Tout converge à la mort de Katia – la fille de Daphné. Cet événement rebat les cartes. Dès le début de la pièce, il y a tous ces événements qui s'enchaînent et qui pour moi, dans la dramaturgie, convergent vers cet infanticide, qui est un paroxysme de l'horreur. À partir de cette mort, la sympathie que nous avons eue pour les personnages, le rire, les évènements… tout prend une autre couleur. C’est à ce moment-là qu'apparaît leur nature, qui ils sont vraiment. Luc par exemple, qui a rejeté Daphné jusqu’ici, est celui qui la protège le plus. Micheline, quant à elle, alors qu’elle est une personne travestie à une époque où cette pratique est réprimée, va être celle qui veut appeler la police. Leur rapport à ce meurtre nous fait tout questionner à nouveau chez les personnages qui sont pourtant au plateau depuis le départ.

Le texte parle de mort, de drogue, de sexe : des sujets qu’on peut dire « tabous ». Or le théâtre est le lieu où l’on regarde. Comment est-ce que ce paradoxe a été vécu au moment de la création ?

J’ai l'impression que le côté tabou des sujets abordés était vrai à l'époque de l'écriture mais plus forcément aujourd’hui. Si nous pensons à l'homosexualité ou à hypersexualité, aujourd’hui c'est quelque chose qui est présent partout. Je pense que le paradoxe existait dans les yeux des spectateurs et des spectatrices des années 1980. Le tabou qu’il nous reste est peut-être la mort et c’est vrai que dans la pièce il y a beaucoup de morts violentes, notamment cet infanticide. Traiter de ce dernier est justement quelque chose qui était compliqué. Copi le fait avec tellement d’humour – très noir – que ça nous a permis de mettre une distance pendant le travail. Nous le jouons au premier degré mais, dès que nous sortons de scène, nous réussissons à en rire. Le rire, même jaune, est la meilleure arme que nous avons eue face à ça. De plus, les personnages de La Tour ne sentent pas les tabous quand ils sont ensemble. Ils vivent entre eux, dans le microcosme qu’ils créent. En résumé, je pense que le plus beau c’est que cette œuvre soit encore montée aujourd’hui, par différentes compagnies. Ce qui m’intéresse c’est de voir ce que chacune et chacun décide de mettre en avant selon le contexte de sa création. La Tour ne représente plus la même transgression qu’à l’époque de Copi.
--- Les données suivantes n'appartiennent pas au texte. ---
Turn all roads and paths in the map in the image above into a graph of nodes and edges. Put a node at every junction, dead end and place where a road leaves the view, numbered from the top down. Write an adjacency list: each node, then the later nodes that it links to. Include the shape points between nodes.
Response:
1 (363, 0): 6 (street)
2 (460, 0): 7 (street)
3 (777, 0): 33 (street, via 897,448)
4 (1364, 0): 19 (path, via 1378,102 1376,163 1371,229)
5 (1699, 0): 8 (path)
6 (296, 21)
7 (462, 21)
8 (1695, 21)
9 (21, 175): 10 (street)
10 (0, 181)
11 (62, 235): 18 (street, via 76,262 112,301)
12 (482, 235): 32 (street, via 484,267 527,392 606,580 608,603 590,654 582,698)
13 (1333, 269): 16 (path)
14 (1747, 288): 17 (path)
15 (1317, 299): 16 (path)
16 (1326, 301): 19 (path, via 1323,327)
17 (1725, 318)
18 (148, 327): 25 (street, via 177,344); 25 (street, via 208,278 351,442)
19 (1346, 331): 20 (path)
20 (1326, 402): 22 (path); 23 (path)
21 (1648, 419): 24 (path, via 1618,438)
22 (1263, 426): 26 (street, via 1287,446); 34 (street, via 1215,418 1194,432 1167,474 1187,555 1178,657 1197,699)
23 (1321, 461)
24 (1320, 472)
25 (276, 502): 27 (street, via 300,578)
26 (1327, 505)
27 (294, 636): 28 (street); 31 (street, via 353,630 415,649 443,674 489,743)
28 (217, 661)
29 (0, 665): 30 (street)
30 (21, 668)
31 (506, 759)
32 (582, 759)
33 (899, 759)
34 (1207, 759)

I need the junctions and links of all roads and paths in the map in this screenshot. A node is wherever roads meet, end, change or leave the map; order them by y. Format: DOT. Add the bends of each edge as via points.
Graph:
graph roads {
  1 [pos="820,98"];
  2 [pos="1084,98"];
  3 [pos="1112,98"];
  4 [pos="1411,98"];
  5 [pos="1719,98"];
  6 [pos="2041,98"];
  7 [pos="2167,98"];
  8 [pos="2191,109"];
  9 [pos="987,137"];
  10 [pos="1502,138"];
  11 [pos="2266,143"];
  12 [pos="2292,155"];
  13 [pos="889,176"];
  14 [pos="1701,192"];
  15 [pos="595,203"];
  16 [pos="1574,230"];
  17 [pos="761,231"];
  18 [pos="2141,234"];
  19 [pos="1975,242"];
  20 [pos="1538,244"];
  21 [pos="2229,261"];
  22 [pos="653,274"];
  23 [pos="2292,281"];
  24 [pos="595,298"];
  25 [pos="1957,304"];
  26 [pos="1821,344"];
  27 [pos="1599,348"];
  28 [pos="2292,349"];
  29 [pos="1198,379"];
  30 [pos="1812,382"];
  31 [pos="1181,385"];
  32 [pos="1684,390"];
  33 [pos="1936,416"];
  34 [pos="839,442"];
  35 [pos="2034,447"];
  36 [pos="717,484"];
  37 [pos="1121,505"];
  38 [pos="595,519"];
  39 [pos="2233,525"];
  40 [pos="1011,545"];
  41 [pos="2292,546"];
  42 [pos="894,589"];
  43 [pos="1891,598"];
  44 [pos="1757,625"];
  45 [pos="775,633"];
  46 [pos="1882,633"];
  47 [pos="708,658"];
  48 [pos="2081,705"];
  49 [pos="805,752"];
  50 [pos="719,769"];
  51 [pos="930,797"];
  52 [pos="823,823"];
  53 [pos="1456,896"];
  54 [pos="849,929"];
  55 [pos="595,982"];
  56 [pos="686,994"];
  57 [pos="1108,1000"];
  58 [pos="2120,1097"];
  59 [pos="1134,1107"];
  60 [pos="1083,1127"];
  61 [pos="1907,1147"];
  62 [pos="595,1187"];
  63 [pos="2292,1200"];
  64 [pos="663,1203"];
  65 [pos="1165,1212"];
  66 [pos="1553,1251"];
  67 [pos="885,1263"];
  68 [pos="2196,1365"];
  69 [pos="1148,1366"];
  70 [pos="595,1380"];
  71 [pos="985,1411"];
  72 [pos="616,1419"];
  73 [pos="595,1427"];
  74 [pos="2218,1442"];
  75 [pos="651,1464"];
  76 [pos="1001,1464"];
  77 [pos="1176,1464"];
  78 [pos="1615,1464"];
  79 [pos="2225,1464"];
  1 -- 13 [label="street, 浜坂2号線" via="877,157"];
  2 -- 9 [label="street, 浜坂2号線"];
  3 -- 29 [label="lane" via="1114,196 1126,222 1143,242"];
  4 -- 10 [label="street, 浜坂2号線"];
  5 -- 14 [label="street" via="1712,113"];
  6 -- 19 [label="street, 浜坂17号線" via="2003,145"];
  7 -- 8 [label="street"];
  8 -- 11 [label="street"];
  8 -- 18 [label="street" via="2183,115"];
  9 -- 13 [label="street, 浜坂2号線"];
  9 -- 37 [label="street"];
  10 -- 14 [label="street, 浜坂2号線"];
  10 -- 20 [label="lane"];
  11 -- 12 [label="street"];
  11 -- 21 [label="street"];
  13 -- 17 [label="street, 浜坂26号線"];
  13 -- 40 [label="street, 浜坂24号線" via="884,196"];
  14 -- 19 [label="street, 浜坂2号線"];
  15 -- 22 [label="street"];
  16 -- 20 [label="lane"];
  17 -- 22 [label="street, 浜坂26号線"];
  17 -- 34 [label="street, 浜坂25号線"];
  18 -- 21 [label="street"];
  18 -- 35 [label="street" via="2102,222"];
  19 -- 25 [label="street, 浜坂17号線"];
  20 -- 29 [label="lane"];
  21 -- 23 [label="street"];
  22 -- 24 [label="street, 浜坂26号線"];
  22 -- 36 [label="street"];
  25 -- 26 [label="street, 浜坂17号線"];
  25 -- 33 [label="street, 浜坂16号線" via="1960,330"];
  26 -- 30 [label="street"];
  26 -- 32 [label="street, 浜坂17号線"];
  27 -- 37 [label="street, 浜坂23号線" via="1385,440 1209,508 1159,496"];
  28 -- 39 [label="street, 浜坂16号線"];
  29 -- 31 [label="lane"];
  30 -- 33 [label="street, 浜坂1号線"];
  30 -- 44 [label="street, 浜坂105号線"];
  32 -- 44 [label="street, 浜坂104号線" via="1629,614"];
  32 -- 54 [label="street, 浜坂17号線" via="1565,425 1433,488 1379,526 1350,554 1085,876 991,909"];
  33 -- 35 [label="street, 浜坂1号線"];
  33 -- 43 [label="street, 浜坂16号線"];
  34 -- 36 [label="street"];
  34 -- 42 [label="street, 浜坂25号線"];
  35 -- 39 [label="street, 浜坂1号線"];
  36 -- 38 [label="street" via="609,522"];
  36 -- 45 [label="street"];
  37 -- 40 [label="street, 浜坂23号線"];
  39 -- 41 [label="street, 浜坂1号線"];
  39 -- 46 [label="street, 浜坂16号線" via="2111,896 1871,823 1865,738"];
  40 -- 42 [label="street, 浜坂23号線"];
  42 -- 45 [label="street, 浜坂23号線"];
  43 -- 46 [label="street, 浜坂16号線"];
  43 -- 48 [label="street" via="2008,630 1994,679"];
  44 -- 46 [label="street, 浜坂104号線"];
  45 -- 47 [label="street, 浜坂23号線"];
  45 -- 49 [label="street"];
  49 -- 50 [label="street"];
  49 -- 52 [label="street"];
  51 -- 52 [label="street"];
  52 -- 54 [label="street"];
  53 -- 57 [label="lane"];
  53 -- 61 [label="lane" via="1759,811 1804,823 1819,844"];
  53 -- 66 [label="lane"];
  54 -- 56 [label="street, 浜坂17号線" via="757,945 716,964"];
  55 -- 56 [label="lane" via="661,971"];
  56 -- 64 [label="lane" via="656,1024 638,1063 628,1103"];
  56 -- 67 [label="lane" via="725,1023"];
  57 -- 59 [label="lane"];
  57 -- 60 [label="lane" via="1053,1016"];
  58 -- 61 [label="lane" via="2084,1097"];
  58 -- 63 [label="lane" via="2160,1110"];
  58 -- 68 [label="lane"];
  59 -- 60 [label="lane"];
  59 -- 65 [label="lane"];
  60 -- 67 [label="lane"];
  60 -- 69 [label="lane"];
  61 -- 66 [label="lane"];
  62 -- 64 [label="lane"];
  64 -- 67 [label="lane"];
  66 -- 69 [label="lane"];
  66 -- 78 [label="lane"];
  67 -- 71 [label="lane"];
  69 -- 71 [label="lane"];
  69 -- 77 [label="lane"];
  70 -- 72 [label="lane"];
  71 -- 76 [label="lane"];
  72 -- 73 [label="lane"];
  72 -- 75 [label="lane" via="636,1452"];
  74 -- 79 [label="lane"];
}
Nous avons été frappées par le fait que les personnages ne parviennent pas à sortir de l’appartement. Comment interprétez- vous cela ?

Pour moi, ça s’explique par la solitude de chacun des personnages. Ils n’ont nulle part où aller. Ils évoluent dans un milieu qui était très marginalisé et compensent leur solitude par leur caractère extraverti. Ils ne peuvent rien faire d’autre que rester, que d’être ensemble parce que c’est là qu’ils ont le droit de dire ce qu’ils veulent. C’est là qu’il y a le tragique. Tout le long de la pièce, Daphné dit qu’elle va aller à un autre réveillon mais elle n’est invitée nulle part. De la même manière, Micheline dit qu’elle habite une grande maison avec de la musique et des domestiques, mais elle vit seule avec sa mère. Ce sont toutes ces choses-là, toute cette solitude, qui les empêchent de sortir.

Quelle place a le public dans le spectacle ? Quelles sont les réactions que vous espérez de sa part ? Que souhaitez-vous qu’il retienne ?

Je pense que c’est un peu raté quand tout le monde adhère à 100% : ça veut dire que nous avons perdu un aspect de la pièce. Il y a eu des représentations où le public était divisé et ce sont celles que je préfère. Parce que c'est là qu’il va y avoir le plus de questions dans l’esprit des gens. Si nous perdons ça, nous perdons une partie de l'ADN de l'écriture de Copi. Si le spectacle est pris uniquement comme une bonne blague, que le public en ressort indemne, c’est que nous avons manqué quelque chose. Plus le spectacle divise, plus le travail touche des endroits intéressants. Et c’est grâce – enfin avec – le regard des publics qui sont venus nous voir que je peux vraiment parler de la pièce aujourd'hui.

Propos recueillis par Manon GODET et Juliette ZIKIC, étudiantes en M1 MCEI (Médiation Culturelle et Interculturelle).